We supplement our firm gas supply purchases with gas withdrawals from gas storage facilities, including underground reservoirs and LNG storage facilities. Storage facilities are generally injected with natural gas during the off-peak months in the spring and summer and the gas is withdrawn for use during peak demand months in the winter.

The following table presents the storage facilities available for our utility supply:
 
 
Maximum Daily Deliverability (therms in millions)
 
Designed Storage
Capacity (Bcf)
Gas Storage Facilities
 
 
 
 
Owned Facility
 
 
 
 
Mist, Oregon(1)
 
3.1

 
10.6

Contracted Facilities
 
 
 
 
Jackson Prairie, Washington(2)
 
0.5

 
1.1

Alberta, Canada(3)
 
0.3

 
1.5

LNG Facilities
 
 
 
 
Owned Facilities
 
 
 
 
Newport, Oregon
 
0.6

 
1.0

Portland, Oregon
 
1.3

 
0.6

Total
 
5.8

 
14.8

(1)  
The Mist gas storage facility has a total maximum daily deliverability of 5.4 million therms and a total designed storage capacity of about 16 Bcf, of which 3.1 million therms of daily deliverability and 10.6 Bcf of storage capacity are reserved for core utility customers.
(2)  
The storage facility is located near Chehalis, Washington and is contracted from Northwest Pipeline, a subsidiary of The Williams Companies.
(3)
This resource does not add to our total peak day capacity, but mitigates price risks as it displaces equivalent volumes of heating season spot purchases

The Mist facility is used for both utility and non-utility purposes. Under our regulatory agreements with the OPUC and WUTC, non-utility gas storage at Mist can be developed in advance of core utility customer needs but is subject to recall by the utility when needed to serve utility customers as their demand increases. In 2017, the utility did not recall additional deliverability or associated storage capacity from the non-utility business to serve core utility customer needs.  

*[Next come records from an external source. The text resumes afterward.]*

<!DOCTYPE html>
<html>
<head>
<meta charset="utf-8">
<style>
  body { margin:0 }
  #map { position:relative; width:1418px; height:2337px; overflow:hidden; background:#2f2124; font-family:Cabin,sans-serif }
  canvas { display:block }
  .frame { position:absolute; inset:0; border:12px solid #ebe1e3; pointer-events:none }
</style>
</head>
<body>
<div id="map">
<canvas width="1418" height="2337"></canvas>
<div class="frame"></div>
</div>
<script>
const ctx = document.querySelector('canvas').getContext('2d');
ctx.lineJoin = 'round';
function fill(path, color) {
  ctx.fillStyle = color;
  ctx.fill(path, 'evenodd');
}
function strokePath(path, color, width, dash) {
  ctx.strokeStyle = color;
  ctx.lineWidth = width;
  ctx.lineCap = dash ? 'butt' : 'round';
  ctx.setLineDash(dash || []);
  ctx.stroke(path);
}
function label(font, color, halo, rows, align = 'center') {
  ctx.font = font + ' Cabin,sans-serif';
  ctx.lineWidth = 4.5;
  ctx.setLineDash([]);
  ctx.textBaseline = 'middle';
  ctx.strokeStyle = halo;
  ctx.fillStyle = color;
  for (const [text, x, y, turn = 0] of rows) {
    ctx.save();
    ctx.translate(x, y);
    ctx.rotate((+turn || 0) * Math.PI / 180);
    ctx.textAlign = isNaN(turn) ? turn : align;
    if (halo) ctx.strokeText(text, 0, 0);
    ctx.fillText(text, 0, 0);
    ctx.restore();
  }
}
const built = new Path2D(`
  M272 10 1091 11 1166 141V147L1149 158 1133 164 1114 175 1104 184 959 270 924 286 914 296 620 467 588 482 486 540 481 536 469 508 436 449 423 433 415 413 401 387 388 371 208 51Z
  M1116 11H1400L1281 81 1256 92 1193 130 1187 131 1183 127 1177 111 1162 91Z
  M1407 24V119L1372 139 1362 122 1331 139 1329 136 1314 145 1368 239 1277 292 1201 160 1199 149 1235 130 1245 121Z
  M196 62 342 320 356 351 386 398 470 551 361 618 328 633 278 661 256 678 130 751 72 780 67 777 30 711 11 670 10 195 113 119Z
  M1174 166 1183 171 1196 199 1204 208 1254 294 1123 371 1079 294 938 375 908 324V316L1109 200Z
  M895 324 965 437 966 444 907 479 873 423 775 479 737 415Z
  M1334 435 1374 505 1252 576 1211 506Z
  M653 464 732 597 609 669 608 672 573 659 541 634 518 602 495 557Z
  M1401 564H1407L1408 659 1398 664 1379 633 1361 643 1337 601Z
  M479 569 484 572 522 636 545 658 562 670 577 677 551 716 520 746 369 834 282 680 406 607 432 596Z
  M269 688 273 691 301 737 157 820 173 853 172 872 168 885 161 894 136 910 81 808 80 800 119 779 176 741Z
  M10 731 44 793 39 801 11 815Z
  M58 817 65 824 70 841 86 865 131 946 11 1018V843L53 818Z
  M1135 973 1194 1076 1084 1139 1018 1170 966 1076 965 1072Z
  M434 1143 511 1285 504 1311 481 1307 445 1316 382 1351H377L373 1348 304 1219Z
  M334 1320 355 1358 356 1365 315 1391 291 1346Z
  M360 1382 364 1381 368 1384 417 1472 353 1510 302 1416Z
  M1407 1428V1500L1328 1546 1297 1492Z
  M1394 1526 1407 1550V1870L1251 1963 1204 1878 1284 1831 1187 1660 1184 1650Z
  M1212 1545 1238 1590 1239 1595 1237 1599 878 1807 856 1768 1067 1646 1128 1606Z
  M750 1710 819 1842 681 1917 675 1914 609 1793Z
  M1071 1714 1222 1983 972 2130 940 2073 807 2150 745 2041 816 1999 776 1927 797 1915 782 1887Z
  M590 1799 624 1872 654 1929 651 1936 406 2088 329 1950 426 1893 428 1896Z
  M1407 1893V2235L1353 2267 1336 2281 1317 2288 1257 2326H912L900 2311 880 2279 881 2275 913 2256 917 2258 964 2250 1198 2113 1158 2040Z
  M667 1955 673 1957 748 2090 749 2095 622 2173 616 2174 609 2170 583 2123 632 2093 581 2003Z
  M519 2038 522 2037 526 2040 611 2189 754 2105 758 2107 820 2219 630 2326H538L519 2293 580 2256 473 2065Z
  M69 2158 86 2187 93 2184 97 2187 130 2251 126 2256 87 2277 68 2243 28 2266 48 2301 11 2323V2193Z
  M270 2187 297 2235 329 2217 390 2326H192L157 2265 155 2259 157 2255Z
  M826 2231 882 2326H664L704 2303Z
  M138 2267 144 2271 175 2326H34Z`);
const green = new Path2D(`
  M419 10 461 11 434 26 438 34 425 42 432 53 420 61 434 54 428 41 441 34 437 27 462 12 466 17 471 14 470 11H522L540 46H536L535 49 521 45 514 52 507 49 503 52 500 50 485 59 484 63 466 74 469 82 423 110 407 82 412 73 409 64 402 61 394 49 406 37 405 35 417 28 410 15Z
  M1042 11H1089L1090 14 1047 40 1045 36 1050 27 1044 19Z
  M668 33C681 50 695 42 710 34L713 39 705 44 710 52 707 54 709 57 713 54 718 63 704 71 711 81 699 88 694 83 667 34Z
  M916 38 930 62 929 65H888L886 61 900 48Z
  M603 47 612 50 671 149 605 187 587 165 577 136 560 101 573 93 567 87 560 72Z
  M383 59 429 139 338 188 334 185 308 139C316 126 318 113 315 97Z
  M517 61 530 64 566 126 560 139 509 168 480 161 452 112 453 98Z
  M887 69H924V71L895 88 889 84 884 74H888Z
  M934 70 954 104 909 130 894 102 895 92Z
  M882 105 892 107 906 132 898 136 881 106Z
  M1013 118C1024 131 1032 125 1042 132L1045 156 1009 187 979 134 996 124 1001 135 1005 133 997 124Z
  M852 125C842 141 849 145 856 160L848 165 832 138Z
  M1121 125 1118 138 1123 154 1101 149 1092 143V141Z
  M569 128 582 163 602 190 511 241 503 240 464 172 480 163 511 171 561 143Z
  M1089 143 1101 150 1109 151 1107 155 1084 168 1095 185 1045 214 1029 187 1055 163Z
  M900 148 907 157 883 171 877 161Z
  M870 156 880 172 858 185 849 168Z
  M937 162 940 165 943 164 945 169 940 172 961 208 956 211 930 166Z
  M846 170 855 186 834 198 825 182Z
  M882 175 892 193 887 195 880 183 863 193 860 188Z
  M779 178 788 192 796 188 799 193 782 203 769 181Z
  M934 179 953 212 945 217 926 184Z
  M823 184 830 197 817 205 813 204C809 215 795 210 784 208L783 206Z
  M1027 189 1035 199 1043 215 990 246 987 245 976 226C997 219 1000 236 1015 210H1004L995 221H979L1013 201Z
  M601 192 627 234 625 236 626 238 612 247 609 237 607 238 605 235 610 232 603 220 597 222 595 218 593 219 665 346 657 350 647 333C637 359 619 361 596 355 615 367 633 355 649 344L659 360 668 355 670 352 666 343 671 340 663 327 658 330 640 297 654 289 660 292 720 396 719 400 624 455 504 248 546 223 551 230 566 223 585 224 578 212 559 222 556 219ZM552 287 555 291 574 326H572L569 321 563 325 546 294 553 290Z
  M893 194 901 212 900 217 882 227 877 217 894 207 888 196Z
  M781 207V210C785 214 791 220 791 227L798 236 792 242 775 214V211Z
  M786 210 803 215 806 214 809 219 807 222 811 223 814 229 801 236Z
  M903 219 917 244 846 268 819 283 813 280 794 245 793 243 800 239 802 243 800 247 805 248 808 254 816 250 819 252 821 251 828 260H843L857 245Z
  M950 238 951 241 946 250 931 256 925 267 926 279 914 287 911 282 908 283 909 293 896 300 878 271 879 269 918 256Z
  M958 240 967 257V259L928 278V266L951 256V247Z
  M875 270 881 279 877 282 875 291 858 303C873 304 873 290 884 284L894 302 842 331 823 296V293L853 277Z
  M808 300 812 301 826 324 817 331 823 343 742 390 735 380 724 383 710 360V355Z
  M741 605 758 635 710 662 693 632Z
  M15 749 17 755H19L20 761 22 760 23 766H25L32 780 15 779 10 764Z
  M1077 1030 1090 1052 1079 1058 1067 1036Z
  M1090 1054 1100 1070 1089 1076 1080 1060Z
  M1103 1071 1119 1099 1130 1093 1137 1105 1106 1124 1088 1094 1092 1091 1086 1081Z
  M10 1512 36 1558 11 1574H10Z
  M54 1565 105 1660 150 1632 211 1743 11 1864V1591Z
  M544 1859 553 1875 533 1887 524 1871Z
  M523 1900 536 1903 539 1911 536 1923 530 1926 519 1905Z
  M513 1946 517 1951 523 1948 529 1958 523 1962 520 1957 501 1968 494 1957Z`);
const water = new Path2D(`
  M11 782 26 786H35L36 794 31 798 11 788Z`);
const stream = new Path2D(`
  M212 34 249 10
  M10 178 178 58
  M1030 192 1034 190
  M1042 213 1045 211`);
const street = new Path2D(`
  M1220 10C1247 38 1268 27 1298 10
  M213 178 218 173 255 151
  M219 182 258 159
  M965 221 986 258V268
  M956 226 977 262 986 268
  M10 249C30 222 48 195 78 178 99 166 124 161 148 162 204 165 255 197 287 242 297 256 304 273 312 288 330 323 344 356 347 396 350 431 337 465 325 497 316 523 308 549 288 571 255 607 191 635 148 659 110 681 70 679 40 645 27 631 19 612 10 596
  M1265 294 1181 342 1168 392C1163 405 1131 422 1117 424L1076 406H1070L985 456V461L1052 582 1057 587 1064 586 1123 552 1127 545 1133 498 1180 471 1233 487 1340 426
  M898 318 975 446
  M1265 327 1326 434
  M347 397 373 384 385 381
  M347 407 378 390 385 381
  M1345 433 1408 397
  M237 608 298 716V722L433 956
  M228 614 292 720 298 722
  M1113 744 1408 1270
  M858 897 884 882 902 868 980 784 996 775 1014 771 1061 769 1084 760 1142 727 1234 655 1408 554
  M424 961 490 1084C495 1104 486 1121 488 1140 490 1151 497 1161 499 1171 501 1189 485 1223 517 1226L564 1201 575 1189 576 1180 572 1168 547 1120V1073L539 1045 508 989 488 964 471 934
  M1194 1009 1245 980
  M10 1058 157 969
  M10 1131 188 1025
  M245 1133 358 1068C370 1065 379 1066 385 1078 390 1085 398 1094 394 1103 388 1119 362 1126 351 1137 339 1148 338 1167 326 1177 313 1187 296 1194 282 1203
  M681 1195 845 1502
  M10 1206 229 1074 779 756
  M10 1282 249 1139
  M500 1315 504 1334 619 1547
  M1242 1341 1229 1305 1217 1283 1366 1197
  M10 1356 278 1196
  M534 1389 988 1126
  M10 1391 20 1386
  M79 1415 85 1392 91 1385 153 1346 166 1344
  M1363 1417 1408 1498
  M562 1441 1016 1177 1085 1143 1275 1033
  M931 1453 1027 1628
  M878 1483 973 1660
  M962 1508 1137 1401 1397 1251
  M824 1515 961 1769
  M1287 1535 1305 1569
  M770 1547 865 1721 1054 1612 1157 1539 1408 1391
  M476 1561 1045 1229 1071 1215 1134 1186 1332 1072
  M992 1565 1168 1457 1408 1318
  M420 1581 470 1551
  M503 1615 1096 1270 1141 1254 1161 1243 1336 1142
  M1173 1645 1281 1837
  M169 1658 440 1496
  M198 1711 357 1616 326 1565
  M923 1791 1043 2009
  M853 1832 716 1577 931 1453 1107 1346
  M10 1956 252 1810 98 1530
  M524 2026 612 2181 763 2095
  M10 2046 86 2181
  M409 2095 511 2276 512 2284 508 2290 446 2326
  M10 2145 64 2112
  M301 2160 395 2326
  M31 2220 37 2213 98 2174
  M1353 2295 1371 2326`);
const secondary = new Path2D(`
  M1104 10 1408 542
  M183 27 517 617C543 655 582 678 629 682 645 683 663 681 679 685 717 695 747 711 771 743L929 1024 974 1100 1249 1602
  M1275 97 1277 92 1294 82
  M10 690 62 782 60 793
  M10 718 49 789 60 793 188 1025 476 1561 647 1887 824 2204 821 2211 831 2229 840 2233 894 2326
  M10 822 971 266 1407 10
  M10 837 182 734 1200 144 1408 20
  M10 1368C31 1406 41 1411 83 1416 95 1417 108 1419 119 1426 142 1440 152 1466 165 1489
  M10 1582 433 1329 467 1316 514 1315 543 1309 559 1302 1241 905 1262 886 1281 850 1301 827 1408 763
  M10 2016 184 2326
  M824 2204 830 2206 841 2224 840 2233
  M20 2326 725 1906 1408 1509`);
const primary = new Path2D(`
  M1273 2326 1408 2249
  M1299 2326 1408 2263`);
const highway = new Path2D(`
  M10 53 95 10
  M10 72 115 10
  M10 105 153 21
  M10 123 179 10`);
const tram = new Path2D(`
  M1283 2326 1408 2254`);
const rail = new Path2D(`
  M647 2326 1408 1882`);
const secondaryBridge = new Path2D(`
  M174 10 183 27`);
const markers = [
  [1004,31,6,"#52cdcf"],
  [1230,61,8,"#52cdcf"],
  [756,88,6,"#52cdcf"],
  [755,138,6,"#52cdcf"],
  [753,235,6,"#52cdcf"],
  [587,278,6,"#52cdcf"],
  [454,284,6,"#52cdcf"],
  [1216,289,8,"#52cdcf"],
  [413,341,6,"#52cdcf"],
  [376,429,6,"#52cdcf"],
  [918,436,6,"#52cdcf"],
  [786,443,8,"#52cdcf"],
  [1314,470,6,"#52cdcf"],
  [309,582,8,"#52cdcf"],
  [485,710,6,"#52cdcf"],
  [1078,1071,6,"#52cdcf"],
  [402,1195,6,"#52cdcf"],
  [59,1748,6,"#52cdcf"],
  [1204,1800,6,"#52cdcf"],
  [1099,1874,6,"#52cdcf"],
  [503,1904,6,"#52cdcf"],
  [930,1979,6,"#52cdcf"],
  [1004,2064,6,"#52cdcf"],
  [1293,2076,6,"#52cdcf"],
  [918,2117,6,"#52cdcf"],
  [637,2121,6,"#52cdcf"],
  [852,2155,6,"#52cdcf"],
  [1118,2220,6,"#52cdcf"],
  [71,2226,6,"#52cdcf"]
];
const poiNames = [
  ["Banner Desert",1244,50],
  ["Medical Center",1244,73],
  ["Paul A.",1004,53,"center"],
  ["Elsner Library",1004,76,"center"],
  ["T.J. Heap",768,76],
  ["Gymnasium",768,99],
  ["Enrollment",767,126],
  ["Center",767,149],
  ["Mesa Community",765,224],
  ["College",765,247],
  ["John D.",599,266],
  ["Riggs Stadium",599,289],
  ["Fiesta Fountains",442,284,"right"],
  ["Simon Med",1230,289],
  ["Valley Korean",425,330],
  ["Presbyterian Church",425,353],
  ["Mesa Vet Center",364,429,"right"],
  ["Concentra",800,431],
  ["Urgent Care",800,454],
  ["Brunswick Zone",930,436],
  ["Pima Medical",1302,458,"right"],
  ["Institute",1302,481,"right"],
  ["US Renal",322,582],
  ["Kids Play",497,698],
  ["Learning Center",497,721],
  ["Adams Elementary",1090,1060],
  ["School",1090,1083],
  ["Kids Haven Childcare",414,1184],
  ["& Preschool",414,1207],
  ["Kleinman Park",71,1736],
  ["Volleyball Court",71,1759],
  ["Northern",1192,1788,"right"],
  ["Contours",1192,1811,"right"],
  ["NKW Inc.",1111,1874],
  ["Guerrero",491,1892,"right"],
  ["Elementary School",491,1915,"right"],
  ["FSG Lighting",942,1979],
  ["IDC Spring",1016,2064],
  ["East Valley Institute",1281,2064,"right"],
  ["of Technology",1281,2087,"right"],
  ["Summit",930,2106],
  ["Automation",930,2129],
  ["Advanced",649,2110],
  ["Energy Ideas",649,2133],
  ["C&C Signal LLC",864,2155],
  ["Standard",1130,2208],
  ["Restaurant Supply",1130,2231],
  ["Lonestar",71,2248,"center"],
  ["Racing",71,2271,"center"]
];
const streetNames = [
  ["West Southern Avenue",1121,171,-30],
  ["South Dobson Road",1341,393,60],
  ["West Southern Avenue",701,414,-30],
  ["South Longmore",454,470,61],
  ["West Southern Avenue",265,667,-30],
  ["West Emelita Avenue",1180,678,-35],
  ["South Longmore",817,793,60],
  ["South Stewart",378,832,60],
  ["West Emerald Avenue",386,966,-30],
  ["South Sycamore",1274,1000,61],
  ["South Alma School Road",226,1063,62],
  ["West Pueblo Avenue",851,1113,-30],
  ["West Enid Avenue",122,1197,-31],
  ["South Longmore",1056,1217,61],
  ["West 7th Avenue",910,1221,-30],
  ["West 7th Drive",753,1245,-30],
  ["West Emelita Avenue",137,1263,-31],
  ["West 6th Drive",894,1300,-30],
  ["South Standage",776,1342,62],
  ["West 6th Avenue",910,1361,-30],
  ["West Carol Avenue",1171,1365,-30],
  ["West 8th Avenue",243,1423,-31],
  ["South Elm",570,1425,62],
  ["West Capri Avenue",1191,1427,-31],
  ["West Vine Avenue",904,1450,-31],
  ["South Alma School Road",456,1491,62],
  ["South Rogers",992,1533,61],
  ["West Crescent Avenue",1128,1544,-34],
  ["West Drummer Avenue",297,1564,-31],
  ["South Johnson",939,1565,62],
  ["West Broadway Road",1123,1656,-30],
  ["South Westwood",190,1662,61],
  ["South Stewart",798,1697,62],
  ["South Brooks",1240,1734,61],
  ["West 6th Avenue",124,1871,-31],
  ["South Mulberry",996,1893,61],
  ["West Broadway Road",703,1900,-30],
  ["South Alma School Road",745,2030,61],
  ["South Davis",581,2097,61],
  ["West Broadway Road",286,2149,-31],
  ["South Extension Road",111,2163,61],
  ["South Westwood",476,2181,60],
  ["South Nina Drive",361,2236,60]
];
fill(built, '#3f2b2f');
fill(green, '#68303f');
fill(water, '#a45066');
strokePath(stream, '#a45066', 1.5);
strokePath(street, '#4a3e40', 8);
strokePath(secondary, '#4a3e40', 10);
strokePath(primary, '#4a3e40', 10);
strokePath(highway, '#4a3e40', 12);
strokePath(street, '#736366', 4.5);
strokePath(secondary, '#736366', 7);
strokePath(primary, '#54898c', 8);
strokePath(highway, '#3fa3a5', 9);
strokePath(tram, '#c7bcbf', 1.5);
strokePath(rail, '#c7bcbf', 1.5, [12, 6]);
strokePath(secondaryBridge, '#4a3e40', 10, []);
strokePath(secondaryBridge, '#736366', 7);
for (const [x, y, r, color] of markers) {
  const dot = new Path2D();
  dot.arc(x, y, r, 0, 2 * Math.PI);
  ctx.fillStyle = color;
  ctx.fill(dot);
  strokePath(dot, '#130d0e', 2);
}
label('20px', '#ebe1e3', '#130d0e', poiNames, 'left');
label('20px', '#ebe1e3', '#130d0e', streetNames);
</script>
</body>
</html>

In addition, we have the ability to recall pipeline capacity and supply resources from certain customers if needed to meet high demand requirements.

Diverse Contract Durations and Types
We have a diverse portfolio of short-, medium-, and long-term firm gas supply contracts and a variety of contract types including firm and interruptible supplies as well as supplemental supplies from gas storage facilities.

Our portfolio of firm gas supply contracts typically includes the following gas purchase contracts: year-round and winter-only baseload supplies; seasonal supply with an option to call on additional daily supplies during the winter heating season; and daily or monthly spot purchases.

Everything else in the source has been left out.